Week 9 of Andrew Ng’s Machine Learning Course covered anomaly detection and recommender systems. It also has the last programming assignment of the course. The exercises were to create an anomaly detection algorithm and a movie recommendation system. The programming assignments in python are below. This repository was used as a guide in implementing the graphical plots and the anomaly detection / recommender system.

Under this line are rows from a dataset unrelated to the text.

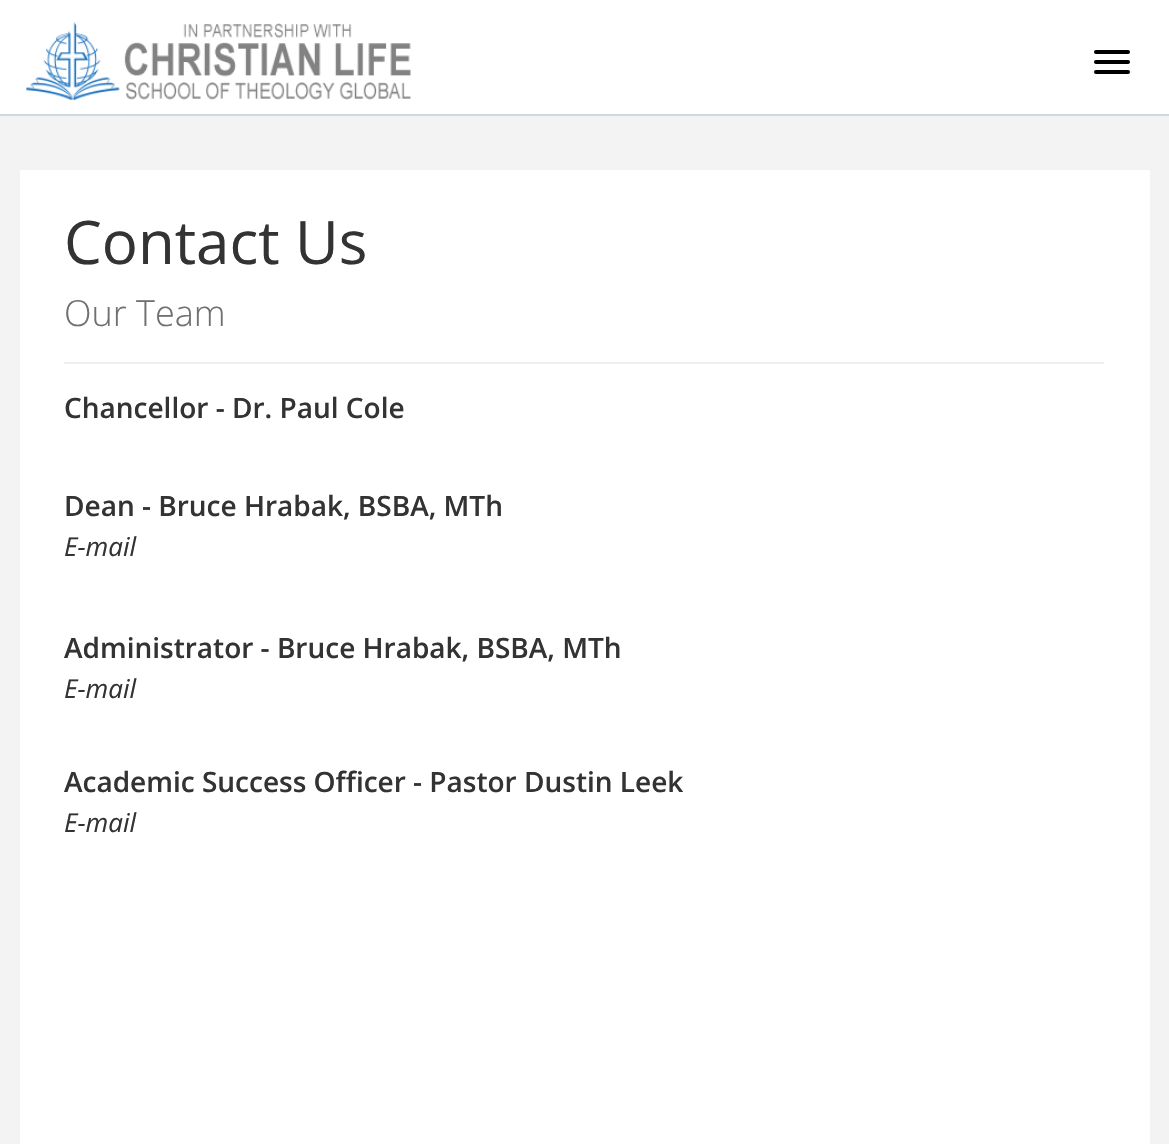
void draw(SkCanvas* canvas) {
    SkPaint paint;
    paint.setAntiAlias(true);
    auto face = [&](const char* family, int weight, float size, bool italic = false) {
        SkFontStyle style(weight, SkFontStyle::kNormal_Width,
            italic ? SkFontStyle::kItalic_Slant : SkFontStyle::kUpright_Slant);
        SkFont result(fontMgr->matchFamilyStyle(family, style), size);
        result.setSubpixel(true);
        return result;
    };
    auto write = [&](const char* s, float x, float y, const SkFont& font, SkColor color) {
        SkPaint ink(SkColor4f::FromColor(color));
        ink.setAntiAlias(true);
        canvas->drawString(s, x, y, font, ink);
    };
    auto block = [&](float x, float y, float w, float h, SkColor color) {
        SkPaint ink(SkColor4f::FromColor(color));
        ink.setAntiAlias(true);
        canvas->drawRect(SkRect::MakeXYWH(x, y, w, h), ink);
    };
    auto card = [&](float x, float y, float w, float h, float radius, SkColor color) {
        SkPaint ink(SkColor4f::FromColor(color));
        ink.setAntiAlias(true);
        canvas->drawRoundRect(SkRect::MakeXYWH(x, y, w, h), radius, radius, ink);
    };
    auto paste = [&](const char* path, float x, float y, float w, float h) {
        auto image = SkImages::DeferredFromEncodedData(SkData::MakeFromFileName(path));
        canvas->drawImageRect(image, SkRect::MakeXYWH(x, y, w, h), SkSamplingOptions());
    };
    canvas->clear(SkColorSetRGB(243, 243, 243));
    block(0, 0, 1169, 114, SK_ColorWHITE);
    block(0, 114, 1169, 2, SkColorSetRGB(207, 216, 220));
    paste("pic1.png", 26, 22, 385, 79);
    card(1094, 50, 36, 4, 2, SK_ColorBLACK);
    card(1094, 60, 36, 4, 2, SK_ColorBLACK);
    card(1094, 70, 36, 4, 2, SK_ColorBLACK);
    block(20, 170, 1130, 974, SK_ColorWHITE);
    auto kFont1 = face("Open Sans", 400, 60);
    write("Contact Us", 64, 264, kFont1, SkColorSetRGB(51, 51, 51));
    auto kFont2 = face("Open Sans", 300, 36);
    write("Our Team", 64, 326, kFont2, SkColorSetRGB(112, 112, 112));
    block(64, 362, 1040, 2, SkColorSetRGB(238, 238, 238));
    auto kFont3 = face("Open Sans", 600, 28);
    write("Chancellor - Dr. Paul Cole", 64, 418, kFont3, SkColorSetRGB(51, 51, 51));
    write("Dean - Bruce Hrabak, BSBA, MTh", 64, 516, kFont3, SkColorSetRGB(51, 51, 51));
    auto kFont4 = face("Open Sans", 400, 26, true);
    write("E-mail", 64, 556, kFont4, SkColorSetRGB(51, 51, 51));
    write("Administrator - Bruce Hrabak, BSBA, MTh", 64, 658, kFont3, SkColorSetRGB(51, 51, 51));
    write("E-mail", 64, 698, kFont4, SkColorSetRGB(51, 51, 51));
    write("Academic Success Officer - Pastor Dustin Leek", 64, 792, kFont3, SkColorSetRGB(51, 51, 51));
    write("E-mail", 64, 832, kFont4, SkColorSetRGB(51, 51, 51));
}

The Git repository of the complete script is here.

Required modules

import numpy as np
from scipy.io import loadmat
from scipy import optimize
import matplotlib.pyplot as plt

Estimating Gaussian parameters

Uses following formulas:

Mean

\begin{align*} \mu_i = \frac{1}{m} \sum_{j=1}^m x_i^{(j)} \end{align*}

Variance

\begin{align*} \sigma_i^2 = \frac{1}{m} \sum_{j=1}^m \left( x_i^{(j)} - \mu_i \right)^2 \end{align*}

def estimate_gaussian(X):
    m, n = X.shape
    mu = (1/m) * sum(X)
    sigma_2 = (1/m) * sum((X - mu) ** 2)
    return mu, sigma_2
...
mu, sigma_2 = estimate_gaussian(X)

Input values:

Name	Type	Description
X	numpy.ndarray	Dataset

Return values are:

Name	Type	Description
mu	numpy.ndarray	Vector of the means of each dimension
sigma_2	numpy.ndarray	Vector of the variances of each dimension

Select threshold

Uses following formulas:

F1 score

\begin{align*} F_1 = \frac{2 \cdot precision \cdot recall}{precision + recall} \end{align*}

Precision

\begin{align*} precision = \frac{true positives}{true positives + false positives} \end{align*}

Recall

\begin{align*} recall = \frac{true positives}{true positives + false negatives} \end{align*}

def select_threshold(y_val, p_val):
    best_epsilon = 0
    best_F1 = 0

    for epsilon in np.linspace(1.01*min(p_val), max(p_val), 1000):
        predictions = p_val < epsilon

	true_positives = np.sum((predictions == 1) & (y_val == 1))
	false_positives = np.sum((predictions == 1) & (y_val == 0))
	false_negatives = np.sum((predictions == 0) & (y_val == 1))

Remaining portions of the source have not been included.